Markus Blocher, 33 ans, est le plus jeune président de la direction d'une société suisse cotée en Bourse. Le fils du conseiller fédéral et frère de Magdalena Martullo, patronne du groupe Ems, peut se féliciter de l'accueil réservé par les marchés financiers. L'action Dottikon ouvre à 200 francs et clôture la séance à 202,50 francs jeudi. Les investisseurs évaluent ainsi la société à 258 millions de francs. Pour mieux apprécier le succès de cette opération de séparation (spin-off) de la division chimie fine du groupe Ems, il suffit de comparer le prix d'ouverture aux estimations des analystes. LODH par exemple estime correct un prix de 180 francs. A ce dernier prix, Dottikon offrait déjà une prime de 10% avec Siegfried, société tout à fait comparable par la taille et le domaine d'activité.

Dottikon est un groupe qui ne manque pas d'intérêt, même si chacun s'accorde à reconnaître l'excès de capacités qui règne aujourd'hui dans la chimie. Cette situation éclaire le choix du conseil d'administration de préférer un spin-off et une cotation en Bourse à une éventuelle vente à un concurrent.

L'histoire de ce nouveau-né de la Bourse suisse n'est pas banale: situé à Dottikon, dans les environs de Baden, le groupe de Markus Blocher a démarré dans l'industrie des explosifs, en 1913, un domaine qu'il quitte en 1969 pour se spécialiser dans la chimie. Racheté en 1987 par Ems-Chemie, il devient Ems-Dottikon en 1990 et, aujourd'hui, Dottikon Exclusive Synthesis. Son marché, c'est la chimie fine destinée à l'industrie pharmaceutique et à l'industrie. Sa taille, 200 milliards de francs au plan mondial, réparti entre la pharma et l'industrie. Un cinquième du marché est le résultat d'un outsourcing de la production à des sous-traitants tels que Dottikon. Cette proportion varie dans le temps et entre secteurs. Au sein de la pharma, 30% de la production est outsourcée à des sous-traitants et 70% «insourcée». La tendance est clairement à l'insourcing dans la pharma. Les concurrents à Dottikon ne sont donc pas seulement les groupes comme Lonza ou DSM, mais les groupes pharmaceutiques eux-mêmes.

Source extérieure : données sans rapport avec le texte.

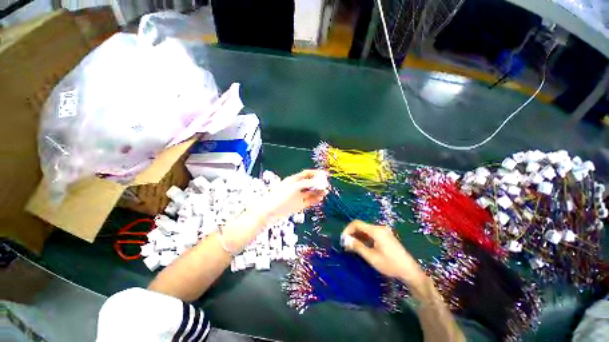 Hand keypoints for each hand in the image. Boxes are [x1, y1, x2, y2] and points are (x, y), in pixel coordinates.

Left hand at [260, 169, 328, 219]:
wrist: (269, 211)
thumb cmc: (279, 196)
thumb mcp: (293, 187)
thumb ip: (306, 184)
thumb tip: (318, 181)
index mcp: (293, 180)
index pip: (306, 174)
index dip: (316, 173)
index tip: (325, 174)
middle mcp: (297, 187)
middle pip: (310, 183)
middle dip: (318, 183)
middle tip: (327, 184)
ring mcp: (298, 196)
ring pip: (310, 192)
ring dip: (318, 191)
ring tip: (326, 191)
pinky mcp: (298, 205)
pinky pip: (309, 201)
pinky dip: (315, 199)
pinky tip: (320, 198)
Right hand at [341, 220, 425, 285]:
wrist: (410, 271)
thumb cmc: (390, 264)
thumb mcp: (372, 257)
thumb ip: (358, 247)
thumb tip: (346, 240)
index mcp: (376, 230)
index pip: (357, 223)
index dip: (348, 229)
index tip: (343, 239)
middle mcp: (379, 228)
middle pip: (361, 226)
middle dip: (352, 233)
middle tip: (346, 244)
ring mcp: (383, 231)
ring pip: (365, 230)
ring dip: (357, 236)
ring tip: (351, 246)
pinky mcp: (385, 236)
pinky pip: (371, 233)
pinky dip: (364, 238)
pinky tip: (361, 246)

La qualité première de Dottikon réside dans la maîtrise des processus chimiques complexes. Sécurité est un maître mot, et cGMP (current Good Manufacturing Practices) sa traduction dans le langage des experts. Le groupe argovien est également réputé pour sa capacité à adapter très rapidement sa production aux besoins de ses clients. La production doit passer de quelques grammes à plusieurs tonnes en un minimum de temps. Dans ce segment des réactions chimiques critiques, celui de Dottikon, le marché est estimé à 2 milliards de francs, selon le prospectus d'émission.

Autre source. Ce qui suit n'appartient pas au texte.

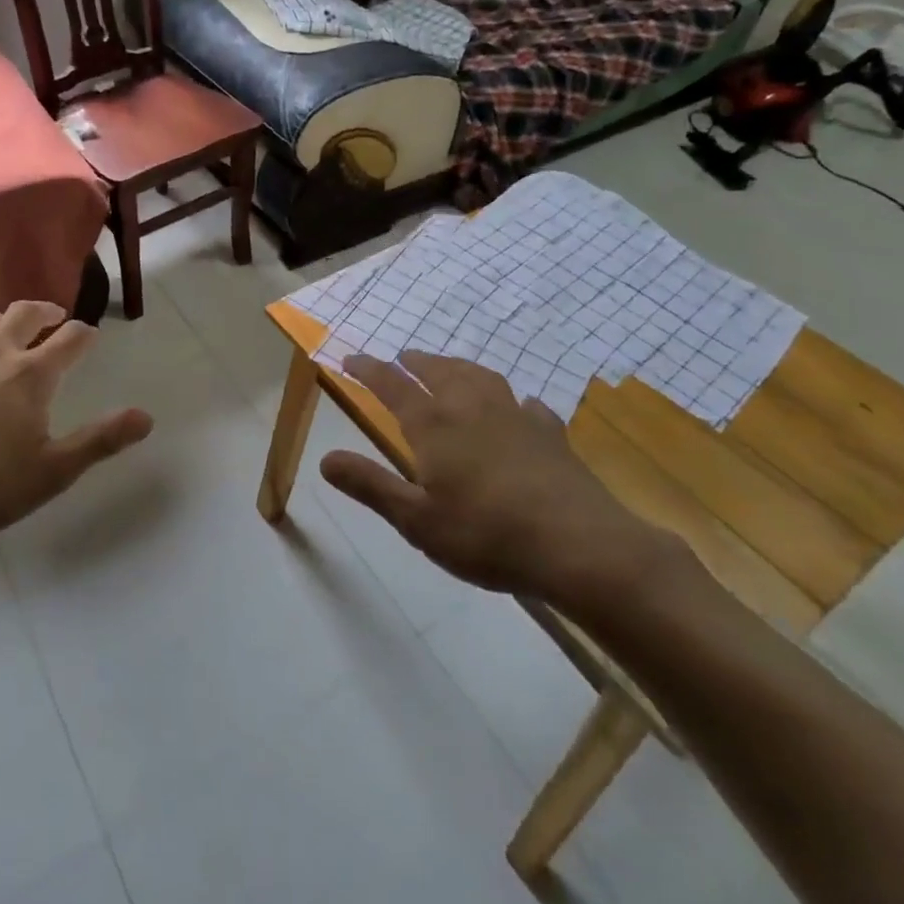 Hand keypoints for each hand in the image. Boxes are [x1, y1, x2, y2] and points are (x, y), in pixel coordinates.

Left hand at [0, 301, 153, 536]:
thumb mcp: (52, 471)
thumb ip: (100, 440)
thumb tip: (146, 417)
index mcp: (32, 373)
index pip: (70, 339)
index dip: (84, 334)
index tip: (90, 335)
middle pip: (25, 312)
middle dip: (45, 310)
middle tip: (53, 315)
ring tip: (2, 331)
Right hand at [320, 352, 674, 607]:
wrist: (579, 546)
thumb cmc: (487, 534)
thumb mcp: (416, 520)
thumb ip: (370, 485)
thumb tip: (324, 459)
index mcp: (433, 424)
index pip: (392, 385)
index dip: (368, 369)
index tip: (349, 358)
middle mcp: (470, 407)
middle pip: (437, 371)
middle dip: (414, 361)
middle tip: (401, 357)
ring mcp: (515, 416)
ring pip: (479, 377)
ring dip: (457, 367)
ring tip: (448, 367)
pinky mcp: (551, 434)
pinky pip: (526, 405)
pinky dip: (514, 401)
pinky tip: (520, 407)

Une période très favorable

Dottikon, dont la quasi totalité de l'effectif est basée en Suisse, dispose de structures très légères. On retrouve la même philosophie que celle de Ems. D'ailleurs l'actionnaire principal est le même, Emesta (la famille Blocher), avec 58,7% du capital. Le conseil d'administration ne comporte que trois membres. Il est présidé par Heinz Boller, ancien patron de Novartis Switzerland. Les deux autres administrateurs sont Peter Grogg, président de Bachem, et Robert Hofer, un expert en production pharmaceutique.

Le moment choisi pour l'entrée en Bourse est très favorable à l'actionnaire principal. Les titres chimiques viennent de réaliser un joli mouvement haussier. Ems a gagné près de 20% depuis le début janvier. D'ailleurs le spin-off s'est déroulé extrêmement vite. Le 11 février dernier, Magdalena Martullo annonçait l'intention de sortir Dottikon de Ems. A peine un mois plus tard, par l'intermédiaire de la BZ Bank, les titres entrent en Bourse. En fait, Dottikon présente d'excellents résultats 2004 avec un bénéfice net en augmentation de 76%. Mais Dottikon a peu investi: 7,4 millions en 2004, 8,5 millions en 2003. La direction admet que les investissements devraient se situer entre 10 et 15 millions en année normale.